In a strange quirk of fate, the claim to a right to express dissenting opinion that conflicts with the rulings of legal matters was suddenly the focus of furious defence by politicians. Three LNP politicians felt compelled to criticise judges over a matter concerning their own ideological approaches to the issue of terrorism and how the legal system should deal with offenders. It brought to a head a vindictive pissing competition over who has the ultimate ruling on immigration matters, the ill-feeling over the LNP giving itself the authority and power to disregard a legal decision to force its own agenda.


Those changes now provide Immigration Minister Scott Morrison with unchecked, unprecedented, unchallengeable and secret powers power to decide outcomes that will affect and control the lives of asylum seekers and refugees coming to Australia.
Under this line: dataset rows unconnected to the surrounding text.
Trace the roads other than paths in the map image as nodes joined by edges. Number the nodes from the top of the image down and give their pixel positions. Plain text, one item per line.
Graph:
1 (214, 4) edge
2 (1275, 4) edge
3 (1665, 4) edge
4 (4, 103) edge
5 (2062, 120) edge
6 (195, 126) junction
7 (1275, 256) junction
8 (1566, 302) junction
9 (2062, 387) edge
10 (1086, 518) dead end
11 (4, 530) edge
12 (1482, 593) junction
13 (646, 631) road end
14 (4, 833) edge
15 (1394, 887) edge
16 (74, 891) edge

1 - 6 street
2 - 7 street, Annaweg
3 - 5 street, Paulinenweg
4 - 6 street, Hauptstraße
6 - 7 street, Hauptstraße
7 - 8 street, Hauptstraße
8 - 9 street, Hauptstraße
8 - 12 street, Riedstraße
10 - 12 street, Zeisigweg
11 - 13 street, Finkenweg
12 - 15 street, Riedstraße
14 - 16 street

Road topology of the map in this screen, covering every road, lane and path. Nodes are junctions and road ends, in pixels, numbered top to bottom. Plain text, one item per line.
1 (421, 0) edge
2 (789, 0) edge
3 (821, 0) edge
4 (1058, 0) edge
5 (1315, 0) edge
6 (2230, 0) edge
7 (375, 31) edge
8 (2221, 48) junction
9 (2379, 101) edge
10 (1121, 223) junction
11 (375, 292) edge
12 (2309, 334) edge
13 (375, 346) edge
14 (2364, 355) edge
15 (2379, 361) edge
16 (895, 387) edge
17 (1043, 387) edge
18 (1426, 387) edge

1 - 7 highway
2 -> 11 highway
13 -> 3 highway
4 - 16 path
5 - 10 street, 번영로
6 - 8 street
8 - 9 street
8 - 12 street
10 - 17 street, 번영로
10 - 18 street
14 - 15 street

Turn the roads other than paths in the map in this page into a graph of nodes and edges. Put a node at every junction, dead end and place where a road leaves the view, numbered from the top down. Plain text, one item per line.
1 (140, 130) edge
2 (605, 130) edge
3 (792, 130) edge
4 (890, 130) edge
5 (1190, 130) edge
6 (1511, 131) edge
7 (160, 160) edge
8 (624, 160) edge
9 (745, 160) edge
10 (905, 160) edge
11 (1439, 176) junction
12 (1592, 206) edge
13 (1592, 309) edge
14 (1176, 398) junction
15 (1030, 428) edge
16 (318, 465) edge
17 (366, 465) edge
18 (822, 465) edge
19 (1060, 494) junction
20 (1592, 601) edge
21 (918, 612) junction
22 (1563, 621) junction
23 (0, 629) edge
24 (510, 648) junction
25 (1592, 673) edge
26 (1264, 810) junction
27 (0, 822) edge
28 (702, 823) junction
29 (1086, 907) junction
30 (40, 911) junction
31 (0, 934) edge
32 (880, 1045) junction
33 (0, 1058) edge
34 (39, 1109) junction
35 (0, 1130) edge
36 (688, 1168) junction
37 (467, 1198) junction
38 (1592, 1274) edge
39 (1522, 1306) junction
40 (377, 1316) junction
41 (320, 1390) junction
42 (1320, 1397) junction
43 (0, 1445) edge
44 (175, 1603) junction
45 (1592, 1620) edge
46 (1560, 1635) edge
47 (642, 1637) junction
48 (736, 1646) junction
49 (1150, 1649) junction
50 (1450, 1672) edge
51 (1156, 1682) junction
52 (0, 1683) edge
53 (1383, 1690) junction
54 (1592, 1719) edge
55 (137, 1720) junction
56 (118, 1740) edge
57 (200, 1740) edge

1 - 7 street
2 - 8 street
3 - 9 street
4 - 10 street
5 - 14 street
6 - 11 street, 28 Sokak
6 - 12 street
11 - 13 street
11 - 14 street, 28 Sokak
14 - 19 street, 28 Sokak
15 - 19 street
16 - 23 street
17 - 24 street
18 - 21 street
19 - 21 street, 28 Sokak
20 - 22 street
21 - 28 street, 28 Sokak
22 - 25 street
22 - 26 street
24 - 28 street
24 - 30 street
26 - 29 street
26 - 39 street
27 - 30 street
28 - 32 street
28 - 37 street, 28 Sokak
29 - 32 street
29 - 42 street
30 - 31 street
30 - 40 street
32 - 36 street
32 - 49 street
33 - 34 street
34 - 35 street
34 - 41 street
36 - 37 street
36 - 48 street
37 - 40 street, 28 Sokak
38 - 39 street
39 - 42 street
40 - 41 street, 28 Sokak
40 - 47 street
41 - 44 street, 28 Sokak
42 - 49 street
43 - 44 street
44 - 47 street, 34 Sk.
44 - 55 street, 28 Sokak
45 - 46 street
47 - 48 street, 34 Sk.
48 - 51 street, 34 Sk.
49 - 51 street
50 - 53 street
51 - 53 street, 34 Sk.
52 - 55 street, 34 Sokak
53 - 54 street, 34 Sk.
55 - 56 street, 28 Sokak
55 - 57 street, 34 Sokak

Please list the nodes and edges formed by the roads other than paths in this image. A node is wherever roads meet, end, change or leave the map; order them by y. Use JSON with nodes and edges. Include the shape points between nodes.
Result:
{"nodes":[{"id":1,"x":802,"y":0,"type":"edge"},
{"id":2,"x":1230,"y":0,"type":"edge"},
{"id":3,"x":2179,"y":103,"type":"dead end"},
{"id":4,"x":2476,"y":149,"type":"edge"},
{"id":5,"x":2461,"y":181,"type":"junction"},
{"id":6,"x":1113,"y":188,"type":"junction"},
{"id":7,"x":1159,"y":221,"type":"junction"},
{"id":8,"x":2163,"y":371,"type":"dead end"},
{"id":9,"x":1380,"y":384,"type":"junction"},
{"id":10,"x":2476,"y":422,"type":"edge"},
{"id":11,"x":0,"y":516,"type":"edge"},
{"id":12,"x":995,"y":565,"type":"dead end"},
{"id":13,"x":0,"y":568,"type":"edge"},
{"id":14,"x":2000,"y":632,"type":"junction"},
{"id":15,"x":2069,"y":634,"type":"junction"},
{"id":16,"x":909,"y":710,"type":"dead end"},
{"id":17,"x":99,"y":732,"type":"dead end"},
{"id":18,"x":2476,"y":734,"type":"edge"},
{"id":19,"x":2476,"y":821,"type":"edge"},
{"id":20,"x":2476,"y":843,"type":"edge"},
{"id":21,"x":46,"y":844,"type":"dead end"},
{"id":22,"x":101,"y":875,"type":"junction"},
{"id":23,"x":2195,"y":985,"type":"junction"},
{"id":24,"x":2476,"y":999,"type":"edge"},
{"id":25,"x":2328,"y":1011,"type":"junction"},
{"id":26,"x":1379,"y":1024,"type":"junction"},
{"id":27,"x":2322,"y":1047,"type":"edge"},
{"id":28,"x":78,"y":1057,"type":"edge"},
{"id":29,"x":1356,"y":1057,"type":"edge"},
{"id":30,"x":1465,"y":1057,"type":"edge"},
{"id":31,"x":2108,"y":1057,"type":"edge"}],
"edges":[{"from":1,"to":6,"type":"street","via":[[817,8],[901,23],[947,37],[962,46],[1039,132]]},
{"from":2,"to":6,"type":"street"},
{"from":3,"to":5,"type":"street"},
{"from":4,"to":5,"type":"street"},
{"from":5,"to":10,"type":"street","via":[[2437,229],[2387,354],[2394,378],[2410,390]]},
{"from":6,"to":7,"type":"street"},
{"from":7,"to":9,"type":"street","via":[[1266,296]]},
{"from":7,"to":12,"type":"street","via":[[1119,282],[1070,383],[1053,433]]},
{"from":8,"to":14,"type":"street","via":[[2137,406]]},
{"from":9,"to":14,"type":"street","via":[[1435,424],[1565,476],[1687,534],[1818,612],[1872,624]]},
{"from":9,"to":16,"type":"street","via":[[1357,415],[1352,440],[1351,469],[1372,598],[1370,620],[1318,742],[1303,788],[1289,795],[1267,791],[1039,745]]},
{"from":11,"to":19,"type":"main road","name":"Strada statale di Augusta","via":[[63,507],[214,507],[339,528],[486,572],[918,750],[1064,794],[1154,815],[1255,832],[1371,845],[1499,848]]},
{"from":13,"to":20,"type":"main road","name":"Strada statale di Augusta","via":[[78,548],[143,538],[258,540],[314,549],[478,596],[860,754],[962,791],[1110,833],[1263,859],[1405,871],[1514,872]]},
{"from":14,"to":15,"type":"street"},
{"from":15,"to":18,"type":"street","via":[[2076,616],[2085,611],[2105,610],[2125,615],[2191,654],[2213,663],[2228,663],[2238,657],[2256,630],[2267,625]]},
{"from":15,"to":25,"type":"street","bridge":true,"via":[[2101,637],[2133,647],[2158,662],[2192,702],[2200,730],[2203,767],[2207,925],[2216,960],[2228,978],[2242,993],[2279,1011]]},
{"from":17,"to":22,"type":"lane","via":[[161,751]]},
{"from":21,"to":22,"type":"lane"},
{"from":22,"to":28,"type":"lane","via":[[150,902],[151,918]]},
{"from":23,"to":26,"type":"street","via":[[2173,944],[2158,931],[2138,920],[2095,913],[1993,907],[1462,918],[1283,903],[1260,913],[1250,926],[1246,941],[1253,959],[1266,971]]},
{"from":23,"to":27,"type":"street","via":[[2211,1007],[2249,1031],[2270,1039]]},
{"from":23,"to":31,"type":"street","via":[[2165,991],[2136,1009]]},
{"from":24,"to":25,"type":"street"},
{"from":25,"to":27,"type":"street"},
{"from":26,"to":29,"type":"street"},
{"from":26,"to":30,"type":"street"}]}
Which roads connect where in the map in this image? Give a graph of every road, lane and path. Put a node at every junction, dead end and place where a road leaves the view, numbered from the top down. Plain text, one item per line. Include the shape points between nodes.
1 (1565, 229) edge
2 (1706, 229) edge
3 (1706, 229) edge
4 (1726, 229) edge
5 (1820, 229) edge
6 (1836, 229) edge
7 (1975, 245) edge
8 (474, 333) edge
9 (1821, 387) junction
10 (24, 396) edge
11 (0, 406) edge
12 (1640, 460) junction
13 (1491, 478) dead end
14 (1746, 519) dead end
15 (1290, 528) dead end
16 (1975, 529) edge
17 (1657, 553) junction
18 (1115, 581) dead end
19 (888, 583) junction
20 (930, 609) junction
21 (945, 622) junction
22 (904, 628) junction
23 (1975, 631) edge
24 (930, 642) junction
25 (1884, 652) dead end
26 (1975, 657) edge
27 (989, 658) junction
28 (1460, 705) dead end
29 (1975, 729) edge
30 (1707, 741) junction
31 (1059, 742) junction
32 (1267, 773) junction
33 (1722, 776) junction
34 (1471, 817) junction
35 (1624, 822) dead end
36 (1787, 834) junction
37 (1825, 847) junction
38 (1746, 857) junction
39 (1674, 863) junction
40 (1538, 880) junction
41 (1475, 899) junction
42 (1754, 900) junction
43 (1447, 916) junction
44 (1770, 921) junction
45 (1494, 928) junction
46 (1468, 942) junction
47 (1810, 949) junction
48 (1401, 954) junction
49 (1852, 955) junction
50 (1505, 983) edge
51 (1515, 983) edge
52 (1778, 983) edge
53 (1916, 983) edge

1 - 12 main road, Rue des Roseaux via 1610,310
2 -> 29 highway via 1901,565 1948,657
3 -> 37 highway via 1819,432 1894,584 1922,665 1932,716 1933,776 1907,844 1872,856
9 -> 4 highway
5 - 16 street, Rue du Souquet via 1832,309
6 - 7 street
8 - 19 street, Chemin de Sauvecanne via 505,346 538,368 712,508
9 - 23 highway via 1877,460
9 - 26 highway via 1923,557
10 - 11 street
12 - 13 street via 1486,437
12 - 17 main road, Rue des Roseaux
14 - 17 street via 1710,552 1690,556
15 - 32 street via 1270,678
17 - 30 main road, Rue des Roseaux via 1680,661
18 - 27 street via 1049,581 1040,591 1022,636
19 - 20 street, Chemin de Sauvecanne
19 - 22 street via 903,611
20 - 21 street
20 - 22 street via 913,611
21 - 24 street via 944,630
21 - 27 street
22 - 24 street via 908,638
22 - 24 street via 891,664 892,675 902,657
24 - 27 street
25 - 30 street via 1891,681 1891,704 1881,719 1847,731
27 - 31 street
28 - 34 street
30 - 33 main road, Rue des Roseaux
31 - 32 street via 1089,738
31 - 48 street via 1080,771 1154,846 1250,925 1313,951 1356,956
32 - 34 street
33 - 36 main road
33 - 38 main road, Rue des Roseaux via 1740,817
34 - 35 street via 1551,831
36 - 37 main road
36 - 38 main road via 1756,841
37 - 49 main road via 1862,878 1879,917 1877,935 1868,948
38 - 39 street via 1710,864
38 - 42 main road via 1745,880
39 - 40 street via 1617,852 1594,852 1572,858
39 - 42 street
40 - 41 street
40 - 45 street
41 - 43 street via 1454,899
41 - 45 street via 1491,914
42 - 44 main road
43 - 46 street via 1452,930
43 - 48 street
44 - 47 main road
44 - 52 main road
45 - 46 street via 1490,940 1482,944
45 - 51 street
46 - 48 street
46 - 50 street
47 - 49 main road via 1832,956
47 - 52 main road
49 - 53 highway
It means Australia is now no longer obliged to adhere to the UN Refugee Convention, a treaty the Australia that was once played a key-role in constructing and implementing after the Second World War, as the ruling members of the LNP tighten their grip on power. 

But the most insidious aspect of their war on freedom for the masses is that the rhetoric they have chosen to use is actually aligned with the frustration and outrage of the people. We are extremely angry about what has been going on in the Legal System, where victims are isolated and silenced, predators, crime, systemic failure and the entrenched culture of corruption is concealed and enabled, and justice is circumvented. We are tired of our authorities ruling like kings as they live in a world of privilege insulated from reality.